Dataset entries

---*---

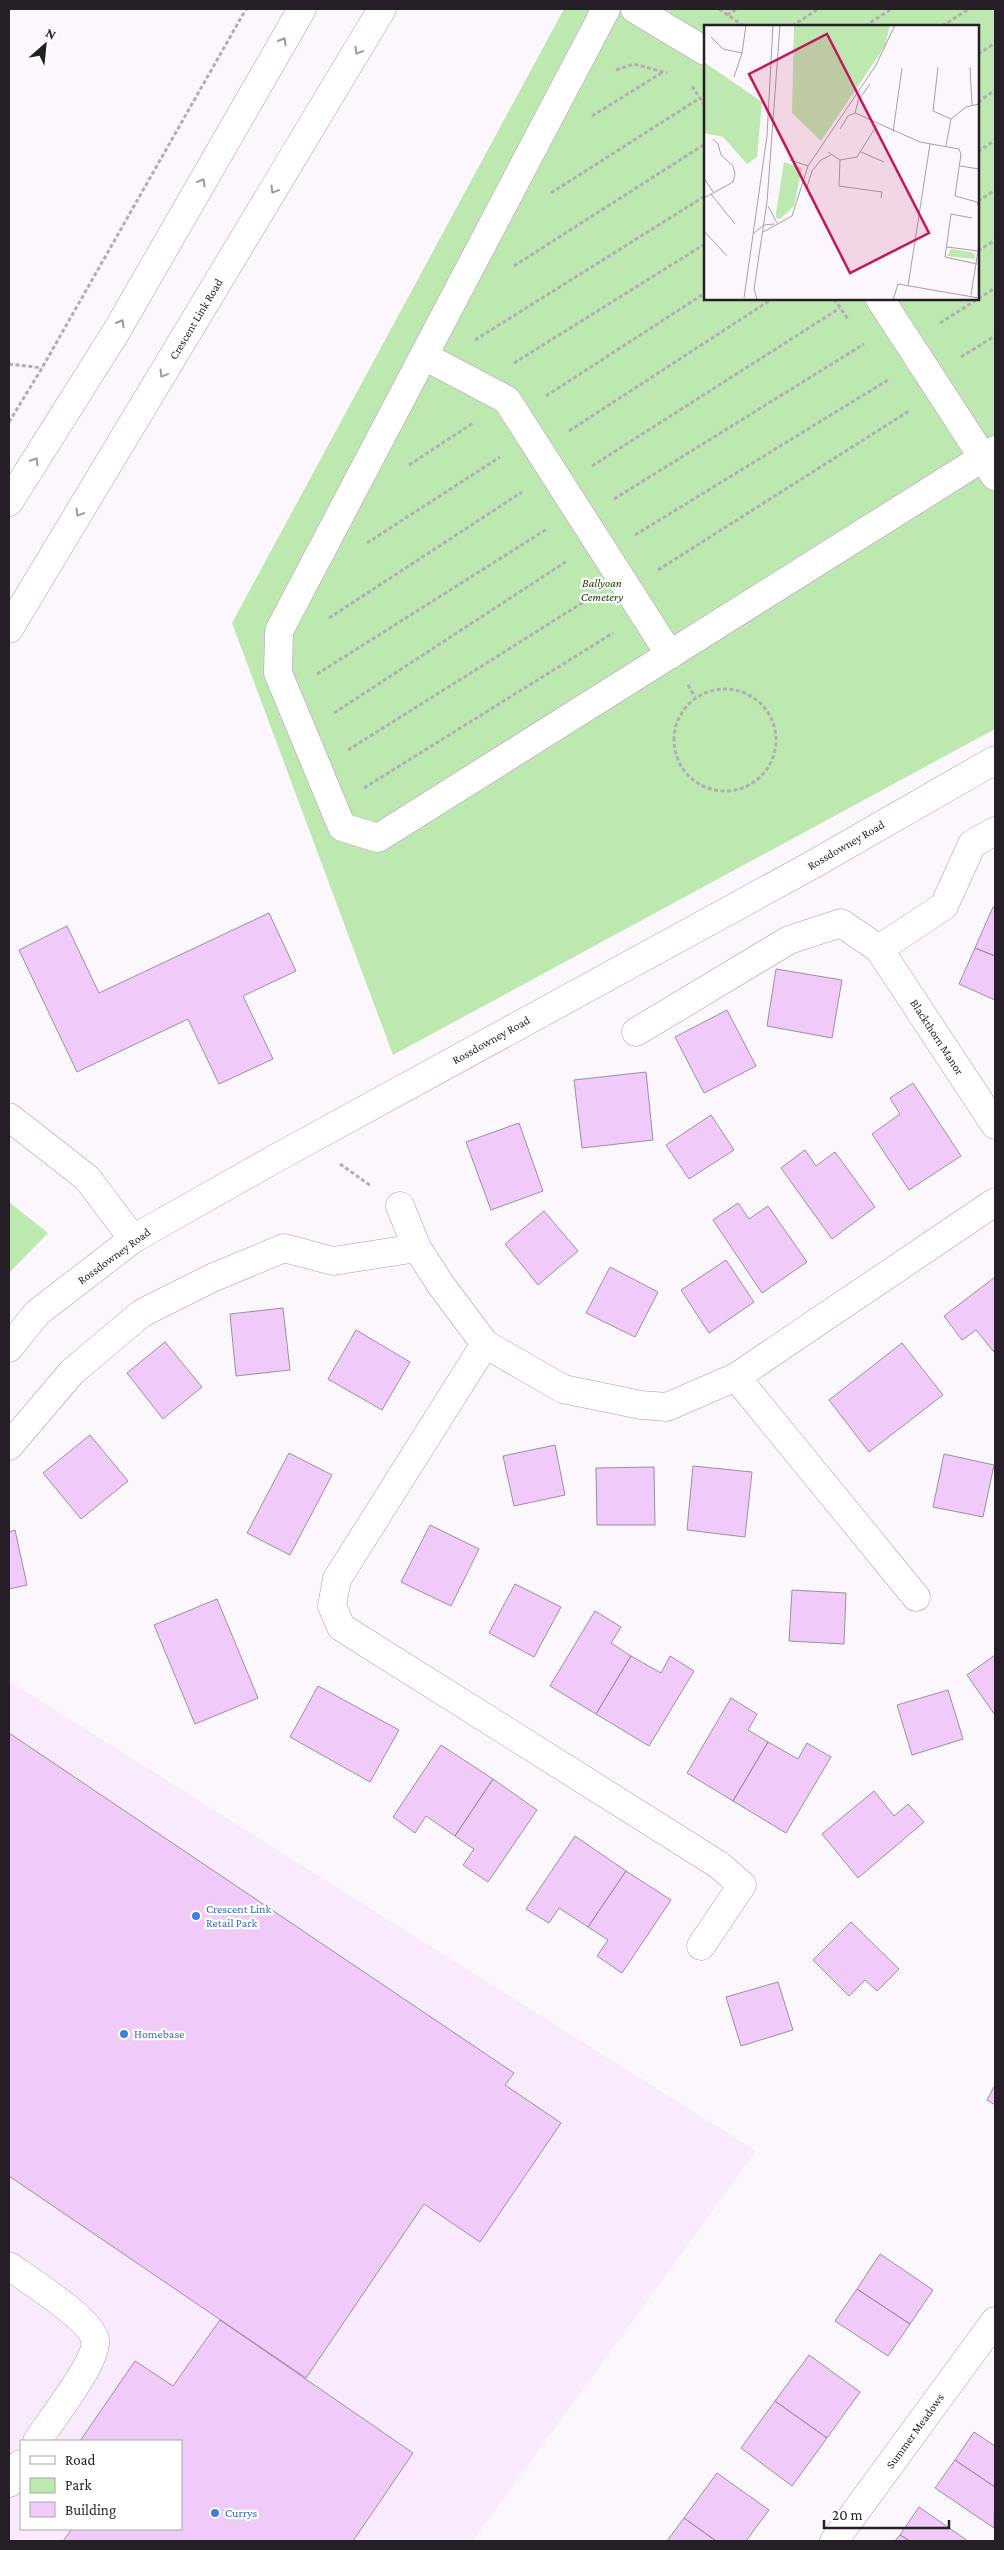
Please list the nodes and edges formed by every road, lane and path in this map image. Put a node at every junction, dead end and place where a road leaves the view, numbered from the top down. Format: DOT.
graph roads {
  1 [pos="246,9"];
  2 [pos="302,9"];
  3 [pos="382,9"];
  4 [pos="606,9"];
  5 [pos="635,9"];
  6 [pos="719,9"];
  7 [pos="737,9"];
  8 [pos="818,9"];
  9 [pos="891,9"];
  10 [pos="969,9"];
  11 [pos="727,15"];
  12 [pos="742,25"];
  13 [pos="794,25"];
  14 [pos="867,25"];
  15 [pos="944,25"];
  16 [pos="995,43"];
  17 [pos="704,50"];
  18 [pos="979,53"];
  19 [pos="614,71"];
  20 [pos="663,71"];
  21 [pos="671,74"];
  22 [pos="691,83"];
  23 [pos="995,90"];
  24 [pos="700,98"];
  25 [pos="979,101"];
  26 [pos="704,104"];
  27 [pos="585,120"];
  28 [pos="995,140"];
  29 [pos="704,145"];
  30 [pos="979,151"];
  31 [pos="551,187"];
  32 [pos="995,190"];
  33 [pos="704,197"];
  34 [pos="979,200"];
  35 [pos="995,240"];
  36 [pos="704,245"];
  37 [pos="979,250"];
  38 [pos="515,259"];
  39 [pos="995,288"];
  40 [pos="704,294"];
  41 [pos="979,298"];
  42 [pos="770,300"];
  43 [pos="881,300"];
  44 [pos="976,300"];
  45 [pos="840,308"];
  46 [pos="940,323"];
  47 [pos="478,332"];
  48 [pos="995,336"];
  49 [pos="474,340"];
  50 [pos="864,344"];
  51 [pos="470,348"];
  52 [pos="424,356"];
  53 [pos="962,357"];
  54 [pos="9,364"];
  55 [pos="42,368"];
  56 [pos="516,369"];
  57 [pos="888,380"];
  58 [pos="541,391"];
  59 [pos="544,397"];
  60 [pos="507,400"];
  61 [pos="549,404"];
  62 [pos="909,412"];
  63 [pos="9,422"];
  64 [pos="563,425"];
  65 [pos="567,432"];
  66 [pos="530,438"];
  67 [pos="572,439"];
  68 [pos="586,460"];
  69 [pos="991,461"];
  70 [pos="401,470"];
  71 [pos="552,472"];
  72 [pos="607,492"];
  73 [pos="612,500"];
  74 [pos="9,502"];
  75 [pos="617,507"];
  76 [pos="577,510"];
  77 [pos="630,528"];
  78 [pos="635,535"];
  79 [pos="597,542"];
  80 [pos="639,542"];
  81 [pos="363,545"];
  82 [pos="653,563"];
  83 [pos="658,570"];
  84 [pos="662,576"];
  85 [pos="621,579"];
  86 [pos="643,614"];
  87 [pos="9,630"];
  88 [pos="279,650"];
  89 [pos="670,655"];
  90 [pos="287,693"];
  91 [pos="695,697"];
  92 [pos="303,733"];
  93 [pos="995,760"];
  94 [pos="318,768"];
  95 [pos="334,807"];
  96 [pos="995,831"];
  97 [pos="879,949"];
  98 [pos="636,1032"];
  99 [pos="9,1117"];
  100 [pos="995,1125"];
  101 [pos="337,1162"];
  102 [pos="995,1202"];
  103 [pos="400,1206"];
  104 [pos="133,1239"];
  105 [pos="417,1248"];
  106 [pos="485,1344"];
  107 [pos="9,1348"];
  108 [pos="736,1377"];
  109 [pos="9,1446"];
  110 [pos="916,1597"];
  111 [pos="701,1946"];
  112 [pos="9,2266"];
  113 [pos="995,2321"];
  114 [pos="38,2440"];
  115 [pos="20,2466"];
  116 [pos="9,2483"];
  117 [pos="834,2541"];
  1 -- 55 [label="path"];
  74 -- 2 [label="main road, one-way"];
  3 -- 87 [label="main road, Crescent Link Road, one-way"];
  4 -- 52 [label="main road"];
  5 -- 17 [label="main road"];
  6 -- 11 [label="path"];
  7 -- 11 [label="path"];
  8 -- 13 [label="path"];
  9 -- 14 [label="path"];
  10 -- 15 [label="path"];
  11 -- 12 [label="path"];
  16 -- 18 [label="path"];
  19 -- 20 [label="path"];
  20 -- 21 [label="path"];
  20 -- 27 [label="path"];
  22 -- 24 [label="path"];
  23 -- 25 [label="path"];
  24 -- 26 [label="path"];
  24 -- 31 [label="path"];
  28 -- 30 [label="path"];
  29 -- 38 [label="path"];
  32 -- 34 [label="path"];
  33 -- 49 [label="path"];
  35 -- 37 [label="path"];
  36 -- 56 [label="path"];
  39 -- 41 [label="path"];
  40 -- 59 [label="path"];
  42 -- 65 [label="path"];
  43 -- 69 [label="main road"];
  44 -- 46 [label="path"];
  45 -- 68 [label="path"];
  47 -- 49 [label="path"];
  48 -- 53 [label="path"];
  49 -- 51 [label="path"];
  50 -- 73 [label="path"];
  52 -- 60 [label="main road"];
  52 -- 88 [label="main road"];
  54 -- 55 [label="path"];
  55 -- 63 [label="path"];
  57 -- 78 [label="path"];
  58 -- 59 [label="path"];
  59 -- 61 [label="path"];
  60 -- 66 [label="main road"];
  60 -- 70 [label="path"];
  62 -- 83 [label="path"];
  64 -- 65 [label="path"];
  65 -- 67 [label="path"];
  66 -- 71 [label="main road"];
  66 -- 81 [label="path"];
  69 -- 89 [label="main road"];
  71 -- 76 [label="main road"];
  71 -- 88 [label="path"];
  72 -- 73 [label="path"];
  73 -- 75 [label="path"];
  76 -- 79 [label="main road"];
  76 -- 90 [label="path"];
  77 -- 78 [label="path"];
  78 -- 80 [label="path"];
  79 -- 85 [label="main road"];
  79 -- 92 [label="path"];
  82 -- 83 [label="path"];
  83 -- 84 [label="path"];
  85 -- 86 [label="main road"];
  85 -- 94 [label="path"];
  86 -- 89 [label="main road"];
  86 -- 95 [label="path"];
  88 -- 90 [label="main road"];
  89 -- 95 [label="main road"];
  90 -- 92 [label="main road"];
  91 -- 91 [label="path"];
  92 -- 94 [label="main road"];
  93 -- 104 [label="main road, Rossdowney Road"];
  94 -- 95 [label="main road"];
  96 -- 97 [label="main road"];
  97 -- 98 [label="main road"];
  97 -- 100 [label="main road, Blackthorn Manor"];
  99 -- 104 [label="main road"];
  101 -- 103 [label="path"];
  102 -- 108 [label="main road"];
  103 -- 105 [label="main road"];
  104 -- 107 [label="main road, Rossdowney Road"];
  105 -- 106 [label="main road"];
  105 -- 109 [label="main road"];
  106 -- 108 [label="main road"];
  106 -- 111 [label="main road"];
  108 -- 110 [label="main road"];
  112 -- 114 [label="main road"];
  113 -- 117 [label="main road, Summer Meadows"];
  115 -- 116 [label="main road"];
}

---*---

*What to do*. Except for the pictures, print the data above exactly.

*Answer for this exercise*.
Please list the nodes and edges formed by every road, lane and path in this map image. Put a node at every junction, dead end and place where a road leaves the view, numbered from the top down. Format: DOT.
graph roads {
  1 [pos="246,9"];
  2 [pos="302,9"];
  3 [pos="382,9"];
  4 [pos="606,9"];
  5 [pos="635,9"];
  6 [pos="719,9"];
  7 [pos="737,9"];
  8 [pos="818,9"];
  9 [pos="891,9"];
  10 [pos="969,9"];
  11 [pos="727,15"];
  12 [pos="742,25"];
  13 [pos="794,25"];
  14 [pos="867,25"];
  15 [pos="944,25"];
  16 [pos="995,43"];
  17 [pos="704,50"];
  18 [pos="979,53"];
  19 [pos="614,71"];
  20 [pos="663,71"];
  21 [pos="671,74"];
  22 [pos="691,83"];
  23 [pos="995,90"];
  24 [pos="700,98"];
  25 [pos="979,101"];
  26 [pos="704,104"];
  27 [pos="585,120"];
  28 [pos="995,140"];
  29 [pos="704,145"];
  30 [pos="979,151"];
  31 [pos="551,187"];
  32 [pos="995,190"];
  33 [pos="704,197"];
  34 [pos="979,200"];
  35 [pos="995,240"];
  36 [pos="704,245"];
  37 [pos="979,250"];
  38 [pos="515,259"];
  39 [pos="995,288"];
  40 [pos="704,294"];
  41 [pos="979,298"];
  42 [pos="770,300"];
  43 [pos="881,300"];
  44 [pos="976,300"];
  45 [pos="840,308"];
  46 [pos="940,323"];
  47 [pos="478,332"];
  48 [pos="995,336"];
  49 [pos="474,340"];
  50 [pos="864,344"];
  51 [pos="470,348"];
  52 [pos="424,356"];
  53 [pos="962,357"];
  54 [pos="9,364"];
  55 [pos="42,368"];
  56 [pos="516,369"];
  57 [pos="888,380"];
  58 [pos="541,391"];
  59 [pos="544,397"];
  60 [pos="507,400"];
  61 [pos="549,404"];
  62 [pos="909,412"];
  63 [pos="9,422"];
  64 [pos="563,425"];
  65 [pos="567,432"];
  66 [pos="530,438"];
  67 [pos="572,439"];
  68 [pos="586,460"];
  69 [pos="991,461"];
  70 [pos="401,470"];
  71 [pos="552,472"];
  72 [pos="607,492"];
  73 [pos="612,500"];
  74 [pos="9,502"];
  75 [pos="617,507"];
  76 [pos="577,510"];
  77 [pos="630,528"];
  78 [pos="635,535"];
  79 [pos="597,542"];
  80 [pos="639,542"];
  81 [pos="363,545"];
  82 [pos="653,563"];
  83 [pos="658,570"];
  84 [pos="662,576"];
  85 [pos="621,579"];
  86 [pos="643,614"];
  87 [pos="9,630"];
  88 [pos="279,650"];
  89 [pos="670,655"];
  90 [pos="287,693"];
  91 [pos="695,697"];
  92 [pos="303,733"];
  93 [pos="995,760"];
  94 [pos="318,768"];
  95 [pos="334,807"];
  96 [pos="995,831"];
  97 [pos="879,949"];
  98 [pos="636,1032"];
  99 [pos="9,1117"];
  100 [pos="995,1125"];
  101 [pos="337,1162"];
  102 [pos="995,1202"];
  103 [pos="400,1206"];
  104 [pos="133,1239"];
  105 [pos="417,1248"];
  106 [pos="485,1344"];
  107 [pos="9,1348"];
  108 [pos="736,1377"];
  109 [pos="9,1446"];
  110 [pos="916,1597"];
  111 [pos="701,1946"];
  112 [pos="9,2266"];
  113 [pos="995,2321"];
  114 [pos="38,2440"];
  115 [pos="20,2466"];
  116 [pos="9,2483"];
  117 [pos="834,2541"];
  1 -- 55 [label="path"];
  74 -- 2 [label="main road, one-way"];
  3 -- 87 [label="main road, Crescent Link Road, one-way"];
  4 -- 52 [label="main road"];
  5 -- 17 [label="main road"];
  6 -- 11 [label="path"];
  7 -- 11 [label="path"];
  8 -- 13 [label="path"];
  9 -- 14 [label="path"];
  10 -- 15 [label="path"];
  11 -- 12 [label="path"];
  16 -- 18 [label="path"];
  19 -- 20 [label="path"];
  20 -- 21 [label="path"];
  20 -- 27 [label="path"];
  22 -- 24 [label="path"];
  23 -- 25 [label="path"];
  24 -- 26 [label="path"];
  24 -- 31 [label="path"];
  28 -- 30 [label="path"];
  29 -- 38 [label="path"];
  32 -- 34 [label="path"];
  33 -- 49 [label="path"];
  35 -- 37 [label="path"];
  36 -- 56 [label="path"];
  39 -- 41 [label="path"];
  40 -- 59 [label="path"];
  42 -- 65 [label="path"];
  43 -- 69 [label="main road"];
  44 -- 46 [label="path"];
  45 -- 68 [label="path"];
  47 -- 49 [label="path"];
  48 -- 53 [label="path"];
  49 -- 51 [label="path"];
  50 -- 73 [label="path"];
  52 -- 60 [label="main road"];
  52 -- 88 [label="main road"];
  54 -- 55 [label="path"];
  55 -- 63 [label="path"];
  57 -- 78 [label="path"];
  58 -- 59 [label="path"];
  59 -- 61 [label="path"];
  60 -- 66 [label="main road"];
  60 -- 70 [label="path"];
  62 -- 83 [label="path"];
  64 -- 65 [label="path"];
  65 -- 67 [label="path"];
  66 -- 71 [label="main road"];
  66 -- 81 [label="path"];
  69 -- 89 [label="main road"];
  71 -- 76 [label="main road"];
  71 -- 88 [label="path"];
  72 -- 73 [label="path"];
  73 -- 75 [label="path"];
  76 -- 79 [label="main road"];
  76 -- 90 [label="path"];
  77 -- 78 [label="path"];
  78 -- 80 [label="path"];
  79 -- 85 [label="main road"];
  79 -- 92 [label="path"];
  82 -- 83 [label="path"];
  83 -- 84 [label="path"];
  85 -- 86 [label="main road"];
  85 -- 94 [label="path"];
  86 -- 89 [label="main road"];
  86 -- 95 [label="path"];
  88 -- 90 [label="main road"];
  89 -- 95 [label="main road"];
  90 -- 92 [label="main road"];
  91 -- 91 [label="path"];
  92 -- 94 [label="main road"];
  93 -- 104 [label="main road, Rossdowney Road"];
  94 -- 95 [label="main road"];
  96 -- 97 [label="main road"];
  97 -- 98 [label="main road"];
  97 -- 100 [label="main road, Blackthorn Manor"];
  99 -- 104 [label="main road"];
  101 -- 103 [label="path"];
  102 -- 108 [label="main road"];
  103 -- 105 [label="main road"];
  104 -- 107 [label="main road, Rossdowney Road"];
  105 -- 106 [label="main road"];
  105 -- 109 [label="main road"];
  106 -- 108 [label="main road"];
  106 -- 111 [label="main road"];
  108 -- 110 [label="main road"];
  112 -- 114 [label="main road"];
  113 -- 117 [label="main road, Summer Meadows"];
  115 -- 116 [label="main road"];
}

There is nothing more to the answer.